This study describes the facilitators and barriers to the conduct of collaborative AH student research projects. Addressing these determinants when establishing each new project may enable health services to optimise communication, role delineation and project success, and thus ultimately, healthcare performance and patient care.

Peer Review reports


The value of a research culture within health services is well recognised, with improvements in healthcare performance associated with engagement of these organisations and their staff in research [1]. Health service based research has relevance to practice, and research engaged clinicians are likely to adopt new evidence-based practices, which is particularly important in fields where the science is rapidly changing [1]. The resulting organisational benefits include improved staff recruitment and retention, improved care and delivery pathways, wider access to evidence-based healthcare, better patient/carer experience and reduced patient mortality [2, 3].

Allied health (AH) professionals include university qualified practitioners with specialised expertise in preventing, diagnosing and treating a range of conditions and illnesses. AH encompasses a range of different disciplines excluding medicine, nursing and dentistry [4]. Making up a large and growing proportion of the health workforce, in Australia, AH professionals constitute over one quarter of the health workforce [5]. As such, building the research potential of AH professionals is an essential component of improving overall healthcare performance. Research awareness is considered an entry level skill for AH professionals, as practice within an evidence-based paradigm is a core principle [4, 6]. In addition to coursework-based research training, the professional degree programs of many AH disciplines offer participation in supervised research projects. Projects may be university based, but in some cases are conducted in collaboration with external organisations, including healthcare institutions. As well as providing benefits for students, involvement in these collaborative student research projects can also have valuable outcomes for health services and their staff [7,8,9]. Our previous work [7] indicated this includes wide ranging impacts on healthcare through knowledge translation, as well as improvements at a local level through increased clinical practice knowledge of staff and provision of evidence to support current processes, or practice change improvements. Research capacity gains include increased research knowledge and skills, the formation or affirmation of collaborations, and opportunities for future research. Staff-centred outcomes including job satisfaction were also evident. However, the experiences of health service clinician supervisors sometimes fell short of their expectations [7]. Thus, there is potential for improving the management of these collaborative student research projects.
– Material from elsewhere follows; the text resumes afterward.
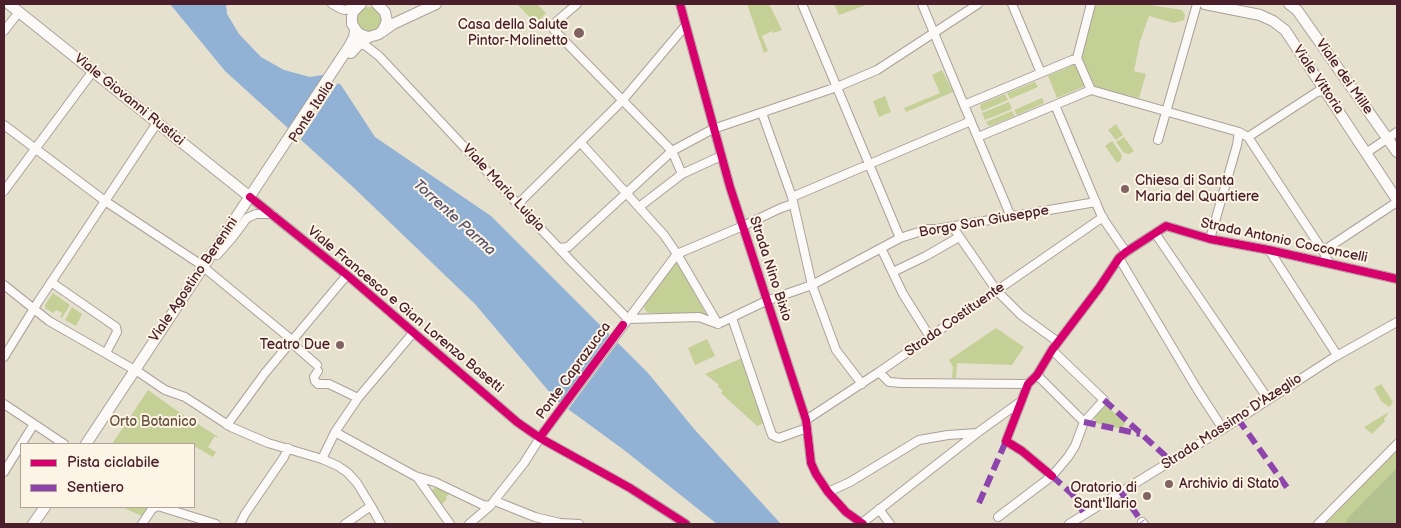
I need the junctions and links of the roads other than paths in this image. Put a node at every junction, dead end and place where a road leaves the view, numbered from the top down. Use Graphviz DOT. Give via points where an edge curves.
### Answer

Factors affecting project initiation and progress, particularly those identified from the health service perspective and thus within immediate sphere of influence, may provide points to address for optimisation of the benefits for health services.

Conceptual frameworks provide a guide for the systematic assessment of factors that influence the enactment of new initiatives, and the effectiveness of implementing these within complex systems such as healthcare organisations. Application provides unifying terminology to enable meaningful comparison and contrast between different studies and supports generalisation of results between contexts. Frameworks may also aid in the identification of determinants that may be overlooked during inductive analysis alone. One of the most highly cited determinant frameworks is the Consolidated Framework for Implementation Research (CFIR) [10]. The CFIR is comprised of 39 constructs organised within five domains (innovation characteristics, outer setting, inner setting, characteristics of the individuals involved, and the process of implementation) and was designed to be used flexibly to accommodate the specific context of a study [11]. The CFIR can be used at any implementation phase, from pre-implementation planning to post-implementation evaluations of effectiveness. It can also be used in real-time assessment of implementation progress, to inform strategies for improvement. In this study, we used the CFIR in a formative evaluation to assess progress in the implementation of collaborative student research projects within our health service. The aim was to identify determinants (barriers and facilitators) to engagement in, and conduct of, these projects from the health service perspective, to enable future systems optimisation for improved health service outcomes.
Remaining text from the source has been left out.